Vegetable and Legume Bowl (Printable)

Roasted vegetables and legumes over hearty grains with tahini

# What You Need:

→ Grains

01 - 1 cup quinoa, brown rice, or farro
02 - 2 cups water or vegetable broth
03 - 1/2 teaspoon salt

→ Legumes

04 - 1 cup cooked chickpeas or 1 can (15 ounces), drained and rinsed
05 - 1 cup cooked green or brown lentils

→ Vegetables

06 - 1 red bell pepper, diced
07 - 1 zucchini, sliced
08 - 1 small red onion, cut into wedges
09 - 1 cup cherry tomatoes, halved
10 - 2 cups broccoli florets
11 - 2 tablespoons olive oil
12 - 1 teaspoon smoked paprika
13 - 1/2 teaspoon ground cumin
14 - Salt and black pepper to taste

→ Garnishes

15 - 1/4 cup fresh parsley, chopped
16 - 1 avocado, sliced
17 - 2 tablespoons toasted pumpkin seeds
18 - Lemon wedges

→ Dressing

19 - 2 tablespoons tahini
20 - 1 tablespoon fresh lemon juice
21 - 1 tablespoon water, plus more as needed
22 - 1 small garlic clove, minced
23 - Salt and pepper to taste

# Directions:

01 - Set oven temperature to 425 degrees Fahrenheit.
02 - In a medium saucepan, bring water or broth and salt to a boil.

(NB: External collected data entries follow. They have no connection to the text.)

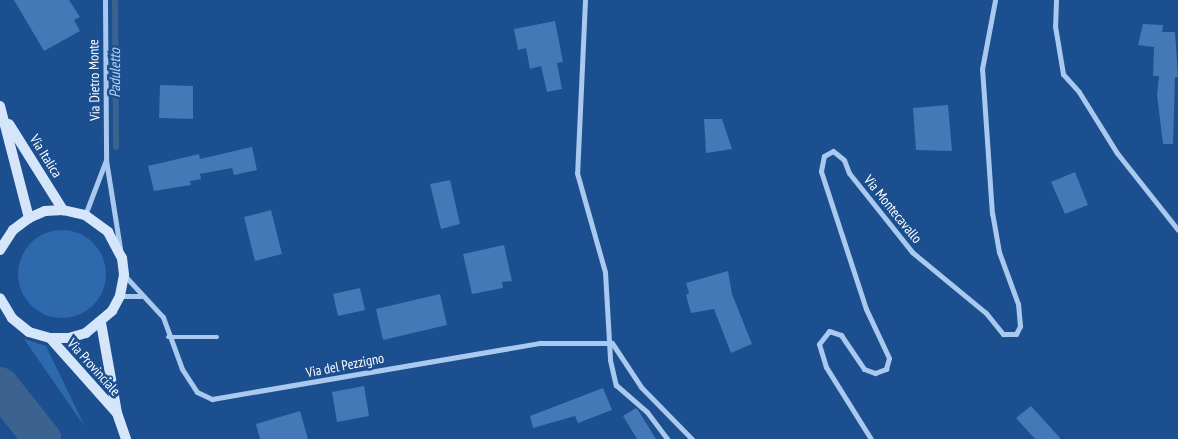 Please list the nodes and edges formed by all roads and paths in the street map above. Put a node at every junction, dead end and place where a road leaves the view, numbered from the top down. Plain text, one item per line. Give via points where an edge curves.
1 (104, 0) edge
2 (585, 0) edge
3 (995, 0) edge
4 (1056, 0) edge
5 (0, 106) edge
6 (5, 117) junction
7 (106, 160) junction
8 (63, 210) junction
9 (85, 215) junction
10 (29, 218) junction
11 (1178, 230) edge
12 (0, 248) edge
13 (122, 258) junction
14 (124, 274) junction
15 (120, 296) junction
16 (141, 296) junction
17 (0, 298) edge
18 (101, 323) junction
19 (168, 337) junction
20 (217, 337) dead end
21 (50, 338) junction
22 (611, 343) junction
23 (117, 413) junction
24 (126, 439) edge
25 (667, 439) edge
26 (692, 439) edge
27 (871, 439) edge

1 - 7 street, Via Dietro Monte
2 - 22 street via 577,173 605,272
3 - 27 street, Via Montecavallo via 982,69 992,214 999,252 1018,304 1020,326 1016,334 1003,334 986,313 912,252 849,173 844,160 833,151 824,156 821,171 866,308 888,358 886,369 875,373 864,369 841,335 829,331 819,344 826,367
4 - 11 street via 1055,26 1063,74 1080,92 1117,153
5 - 6 main road, Via Italica
6 - 8 main road, Via Italica
6 - 10 main road, Via Italica
7 - 9 street, Via Dietro Monte
7 - 13 street, Via Dietro Monte
8 - 9 main road, Via Provinciale
8 - 10 main road, Via Provinciale via 46,211
9 - 13 main road, Via Provinciale via 108,232
10 - 12 main road, Via Provinciale via 12,230
13 - 14 main road, Via Provinciale
14 - 15 main road, Via Provinciale
14 - 16 street, Via del Pezzigno
15 - 16 street
15 - 18 main road, Via Provinciale
16 - 19 street, Via del Pezzigno via 163,317
17 - 21 main road, Via Provinciale via 12,318 29,332
18 - 21 main road, Via Provinciale via 86,333
18 - 23 main road, Via Provinciale
19 - 20 lane
19 - 22 street, Via del Pezzigno via 182,369 197,392 212,399 540,343
21 - 23 main road, Via Provinciale
22 - 25 street via 610,360 616,385 647,412
22 - 26 street via 641,387
23 - 24 main road, Via Provinciale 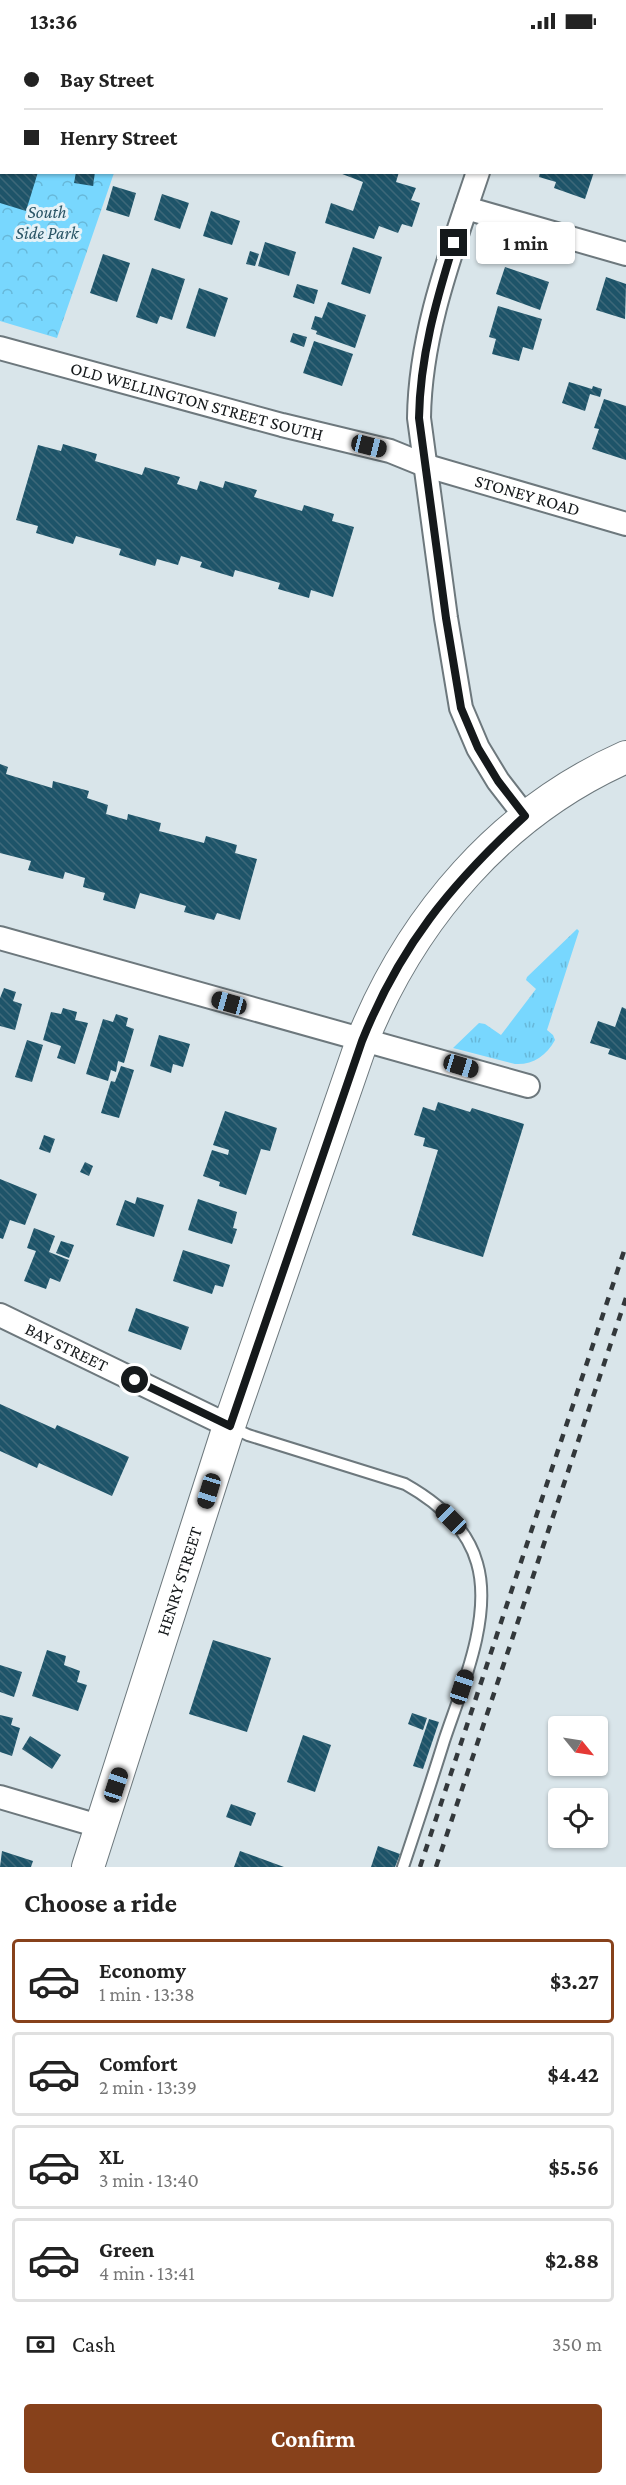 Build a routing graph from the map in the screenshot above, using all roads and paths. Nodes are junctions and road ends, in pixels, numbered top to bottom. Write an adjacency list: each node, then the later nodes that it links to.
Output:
1 (477, 174): 2 (street)
2 (466, 208): 3 (street); 5 (street)
3 (626, 254)
4 (0, 348): 5 (street, OLD WELLINGTON STREET SOUTH)
5 (427, 466): 6 (street, STONEY ROAD); 8 (street)
6 (626, 524)
7 (626, 757): 8 (main road, HENRY STREET)
8 (525, 816): 10 (main road, HENRY STREET)
9 (0, 938): 10 (street)
10 (362, 1041): 11 (street); 13 (main road, HENRY STREET)
11 (528, 1086)
12 (0, 1315): 13 (street, BAY STREET)
13 (230, 1426): 15 (main road, HENRY STREET); 17 (lane)
14 (0, 1797): 15 (street)
15 (102, 1827): 16 (main road, HENRY STREET)
16 (88, 1867)
17 (403, 1867) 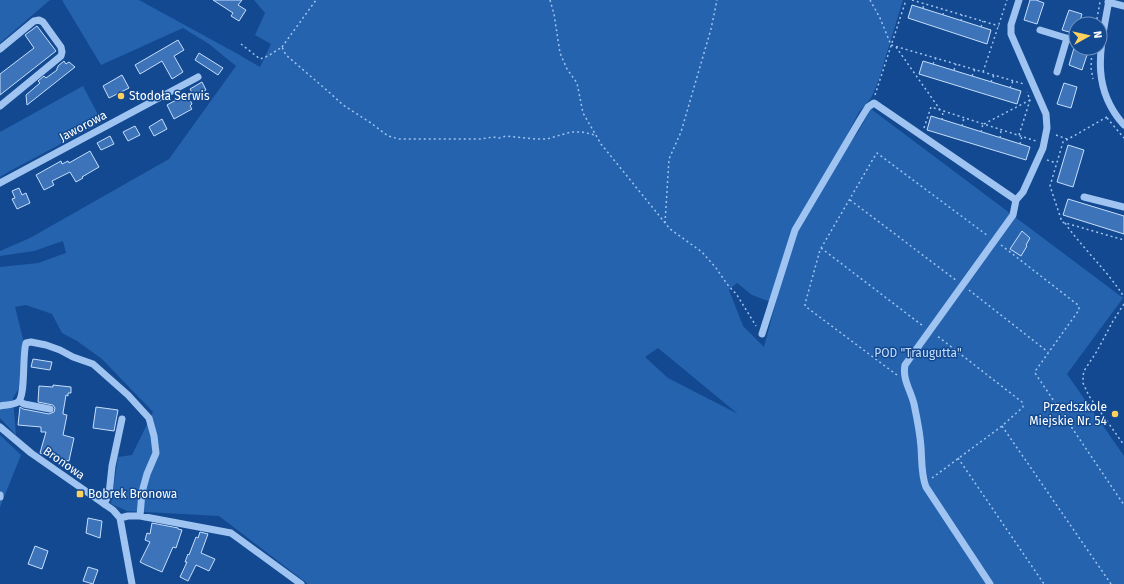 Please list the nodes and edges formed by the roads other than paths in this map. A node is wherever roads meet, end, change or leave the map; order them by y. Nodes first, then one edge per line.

Add grains, reduce heat to low, cover, and simmer until tender (quinoa: 15 minutes, rice: 40 minutes, farro: 25 minutes). Fluff with a fork.
03 - Toss bell pepper, zucchini, onion, cherry tomatoes, and broccoli with olive oil, smoked paprika, cumin, salt, and pepper. Spread on a baking sheet in a single layer.
04 - Roast for 20 to 25 minutes, stirring halfway through, until tender and slightly charred.
05 - If desired, heat chickpeas and lentils in a small pan with a splash of olive oil, salt, and pepper for 2 to 3 minutes.
06 - Whisk together tahini, lemon juice, water, garlic, salt, and pepper until smooth. Add more water as needed to achieve drizzling consistency.
07 - Divide cooked grains among four bowls. Top each with roasted vegetables and warmed legumes. Drizzle with tahini dressing.
08 - Top each bowl with parsley, avocado slices, and pumpkin seeds. Serve with lemon wedges.

# Expert Advice:

01 -
  • It tastes like you spent all day planning, but really you just grabbed what was in season and let the oven do the heavy lifting.
  • You can prep the components whenever it suits you, then throw bowls together in minutes when hunger strikes.
  • Every bite is different because you're getting grains, protein, fresh vegetables, and that creamy tahini sauce all at once.
02 -
  • Don't skip spreading the vegetables in a single layer on the baking sheet, because stacking them or crowding them will steam them into submission instead of letting them caramelize.
  • The tahini sauce will thicken as it cools, so make it a bit looser than you think you want it while it's warm and it'll be perfect by the time you drizzle.
03 -
  • Toast your pumpkin seeds in a dry pan for about a minute before sprinkling them on, it brings out a nuttier flavor that makes people wonder what your secret is.
  • If your tahini sauce splits or looks too thick, add water one teaspoon at a time and whisk it back to silky smoothness.